Mary Church Terrell: An Original Oberlin Activist

Suffrage

Mary Church Terrell was active in the woman suffrage movement from her early days in Washington, D.C.  She regularly attended  National American Woman Suffrage Association (NAWSA) meetings and met Susan B. Anthony after speaking up at one event.  The two formed a lifelong friendship; Terrell published a remembrance in The Voice of the Negro upon Anthony’s death:  "Susan B. Anthony:  Abolitionist." 

Terrell was invited to speak at a number of important suffrage events.  In 1898, at the National American Woman Suffrage Association convention in D.C. marking the 50th anniversary of the organization, she delivered her talk "The Progress of Colored Women." She spoke at the NAWSA convention again in 1900, and in 1908 she spoke in Seneca Falls, New York at the 60th Anniversary Celebration of the Woman's Rights Convention. 

She also wrote persuasively on the topic.  Her essay "The Justice of Woman Suffrage" appeared in an issue of The Crisis devoted to woman suffrage.   
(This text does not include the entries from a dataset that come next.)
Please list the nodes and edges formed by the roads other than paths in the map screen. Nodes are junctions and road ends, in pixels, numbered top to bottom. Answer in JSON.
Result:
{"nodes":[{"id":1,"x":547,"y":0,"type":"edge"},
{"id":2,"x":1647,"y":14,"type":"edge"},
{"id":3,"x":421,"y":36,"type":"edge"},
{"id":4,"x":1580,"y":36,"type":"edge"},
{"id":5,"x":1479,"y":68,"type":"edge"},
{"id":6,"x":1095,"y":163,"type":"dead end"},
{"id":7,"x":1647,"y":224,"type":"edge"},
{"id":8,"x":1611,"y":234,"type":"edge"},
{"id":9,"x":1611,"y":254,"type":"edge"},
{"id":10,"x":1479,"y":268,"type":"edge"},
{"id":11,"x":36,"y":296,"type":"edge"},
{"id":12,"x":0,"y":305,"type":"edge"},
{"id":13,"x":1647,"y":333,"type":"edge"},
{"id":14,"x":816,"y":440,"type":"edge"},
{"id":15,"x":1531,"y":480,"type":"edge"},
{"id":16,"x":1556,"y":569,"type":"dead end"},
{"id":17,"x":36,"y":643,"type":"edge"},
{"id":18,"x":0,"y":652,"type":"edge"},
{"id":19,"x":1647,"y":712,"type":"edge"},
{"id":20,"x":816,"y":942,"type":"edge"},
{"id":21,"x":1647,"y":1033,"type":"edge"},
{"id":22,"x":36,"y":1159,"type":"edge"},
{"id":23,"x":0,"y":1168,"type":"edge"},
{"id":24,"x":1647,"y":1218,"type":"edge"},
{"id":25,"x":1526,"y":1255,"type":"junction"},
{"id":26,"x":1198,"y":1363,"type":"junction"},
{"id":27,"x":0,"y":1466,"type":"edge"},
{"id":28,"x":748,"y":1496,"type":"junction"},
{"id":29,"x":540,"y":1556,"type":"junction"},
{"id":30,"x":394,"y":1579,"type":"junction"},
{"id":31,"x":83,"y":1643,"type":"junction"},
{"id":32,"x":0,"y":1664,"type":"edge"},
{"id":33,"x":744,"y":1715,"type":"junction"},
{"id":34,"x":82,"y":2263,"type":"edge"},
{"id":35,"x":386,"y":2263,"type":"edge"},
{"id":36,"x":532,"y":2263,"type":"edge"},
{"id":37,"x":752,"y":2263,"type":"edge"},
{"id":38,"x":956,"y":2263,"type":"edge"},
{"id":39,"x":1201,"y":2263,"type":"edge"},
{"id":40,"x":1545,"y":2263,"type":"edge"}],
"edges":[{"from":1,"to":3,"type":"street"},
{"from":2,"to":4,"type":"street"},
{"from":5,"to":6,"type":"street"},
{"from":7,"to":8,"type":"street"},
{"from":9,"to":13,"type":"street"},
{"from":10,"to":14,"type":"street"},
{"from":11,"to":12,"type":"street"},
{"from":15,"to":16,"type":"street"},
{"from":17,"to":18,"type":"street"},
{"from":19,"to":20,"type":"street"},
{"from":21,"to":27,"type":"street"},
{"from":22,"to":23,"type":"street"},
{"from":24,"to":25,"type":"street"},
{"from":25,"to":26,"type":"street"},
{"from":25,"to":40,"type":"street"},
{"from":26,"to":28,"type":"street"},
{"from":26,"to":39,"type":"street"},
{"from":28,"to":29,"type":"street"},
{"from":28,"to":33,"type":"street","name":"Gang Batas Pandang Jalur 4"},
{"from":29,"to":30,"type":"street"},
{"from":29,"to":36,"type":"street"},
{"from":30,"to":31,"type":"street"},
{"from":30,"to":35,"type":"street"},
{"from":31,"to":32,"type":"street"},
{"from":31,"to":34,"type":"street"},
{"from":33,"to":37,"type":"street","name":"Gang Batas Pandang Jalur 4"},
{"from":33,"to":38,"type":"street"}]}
Terrell marched in the Woman Suffrage Procession in Washington, D.C. on March 13, 1913 with a delegation from the National Association of Colored Women.  The parade, organized by Alice Paul for NAWSA to coincide with the inauguration of President Woodrow Wilson, was considered successful in furthering the cause of woman suffrage; however, it was not without controversy, as some Southern factions objected to the participation of "colored" women. 

Her activism inspired young women at Howard University to found the Delta Sigma Theta sorority in 1913; they asked Terrell to write their creed, known as the "Delta Oath," and made her an honorary member.  One of the service organization's highest awards is named for Mary Church Terrell.

In 1921, after the passage of the Nineteenth Amendment, Terrell and her daughter Phyllis received pins from the National Woman's Party for their efforts picketing the White House (CWWW 317). 

Carrie Chapman Catt, president of National American Woman Suffrage Association from 1900 to 1904 and again from 1915 to 1920, wrote "Mary Church Terrell: An Appreciation," which appeared in the Oberlin Alumni Magazine in 1936.

Even after women achieved the vote, Terrell continued to lobby for women, testifying before Congress several times in favor of the Equal Rights Amendment.